A new ransomware has been discovered this past week. Known as ‘MegaCortex’, the ransomware targeted victims across the US, Italy, Canada, Netherlands, Ireland, and France. The victims were predominantly corporate networks. According to security firm Sophos, which discovered this ransomware, the attackers highly employed automation and a number of tools to propagate the ransomware in large numbers.
What is MegaCortex?
- In a blog, Sophos indicated that the creators behind MegaCortex used a common red-team attack tool script. This was to invoke a reverse shell known as ‘meterpreter’ in the victim’s environment.
- The reverse shell is leveraged for an infection chain that uses PowerShell scripts, batch files and commands to drop secondary malware payloads.

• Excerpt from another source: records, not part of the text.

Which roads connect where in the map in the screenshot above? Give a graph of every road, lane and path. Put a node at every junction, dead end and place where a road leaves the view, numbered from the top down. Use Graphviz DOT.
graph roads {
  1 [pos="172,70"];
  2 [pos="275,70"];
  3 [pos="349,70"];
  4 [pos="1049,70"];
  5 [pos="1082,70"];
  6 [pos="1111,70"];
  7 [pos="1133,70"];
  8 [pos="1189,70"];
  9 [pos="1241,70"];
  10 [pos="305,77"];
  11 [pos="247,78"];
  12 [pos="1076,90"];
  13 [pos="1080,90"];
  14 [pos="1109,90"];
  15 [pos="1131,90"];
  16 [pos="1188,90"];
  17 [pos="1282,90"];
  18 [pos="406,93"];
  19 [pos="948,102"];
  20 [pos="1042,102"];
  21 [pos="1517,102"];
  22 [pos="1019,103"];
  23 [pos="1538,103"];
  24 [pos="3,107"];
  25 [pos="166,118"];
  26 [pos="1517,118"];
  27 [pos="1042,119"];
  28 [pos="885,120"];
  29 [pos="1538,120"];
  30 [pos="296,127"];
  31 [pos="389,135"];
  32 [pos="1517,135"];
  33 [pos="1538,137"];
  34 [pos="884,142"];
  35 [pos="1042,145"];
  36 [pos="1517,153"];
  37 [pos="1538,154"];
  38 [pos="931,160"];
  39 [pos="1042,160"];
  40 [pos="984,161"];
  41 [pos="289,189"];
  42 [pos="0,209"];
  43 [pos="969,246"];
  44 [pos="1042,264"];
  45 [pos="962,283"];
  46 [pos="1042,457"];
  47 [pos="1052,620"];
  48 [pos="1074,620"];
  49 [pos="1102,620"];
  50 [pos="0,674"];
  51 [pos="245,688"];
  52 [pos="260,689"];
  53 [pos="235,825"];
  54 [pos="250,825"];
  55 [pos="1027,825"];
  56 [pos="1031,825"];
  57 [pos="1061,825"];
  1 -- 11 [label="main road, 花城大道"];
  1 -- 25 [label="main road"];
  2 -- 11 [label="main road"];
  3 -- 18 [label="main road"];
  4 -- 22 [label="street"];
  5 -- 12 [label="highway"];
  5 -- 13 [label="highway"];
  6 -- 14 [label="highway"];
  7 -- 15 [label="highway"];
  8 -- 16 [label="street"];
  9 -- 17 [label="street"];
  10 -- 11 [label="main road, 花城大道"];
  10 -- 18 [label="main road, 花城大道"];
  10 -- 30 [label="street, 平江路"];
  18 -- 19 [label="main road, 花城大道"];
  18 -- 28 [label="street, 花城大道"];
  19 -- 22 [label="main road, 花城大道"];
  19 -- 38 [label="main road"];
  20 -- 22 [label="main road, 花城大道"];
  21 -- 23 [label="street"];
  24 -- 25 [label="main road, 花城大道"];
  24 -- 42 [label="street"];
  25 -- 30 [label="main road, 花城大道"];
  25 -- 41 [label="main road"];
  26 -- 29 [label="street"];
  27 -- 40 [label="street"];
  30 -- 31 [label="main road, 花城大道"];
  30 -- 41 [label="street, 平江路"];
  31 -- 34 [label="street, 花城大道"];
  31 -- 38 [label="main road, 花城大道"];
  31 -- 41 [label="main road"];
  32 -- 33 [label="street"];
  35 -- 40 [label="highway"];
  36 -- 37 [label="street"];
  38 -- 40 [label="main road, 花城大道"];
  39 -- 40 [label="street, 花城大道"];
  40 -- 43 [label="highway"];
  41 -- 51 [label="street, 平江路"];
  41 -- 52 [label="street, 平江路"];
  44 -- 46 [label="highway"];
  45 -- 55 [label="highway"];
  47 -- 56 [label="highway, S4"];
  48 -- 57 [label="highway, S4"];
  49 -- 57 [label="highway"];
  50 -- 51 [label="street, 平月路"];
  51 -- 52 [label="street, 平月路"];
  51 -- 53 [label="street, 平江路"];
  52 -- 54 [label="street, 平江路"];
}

- In one of the attacks reported, a Windows domain controller of an enterprise network was used to initiate the attack.
- The ransom note appears in the root of the victim’s hard drive as a plain text file. The note imitates the Matrix movie references.
- As of now, 76 attacks have been confirmed by Sophos. Around 47 of them occurred in a span of 48 hours.
The blog also shed light on how MegaCortex might probably be linked with the well-known Emotet and Qbot malware.
“Right now, we can’t say for certain whether the MegaCortex attacks are being aided and abetted by the Emotet malware, but so far in our investigation (which is still ongoing as this post goes live), there seems to be a correlation between the MegaCortex attacks and the presence on the same network of both Emotet and Qbot (aka Qakbot) malware,” the researchers suggested.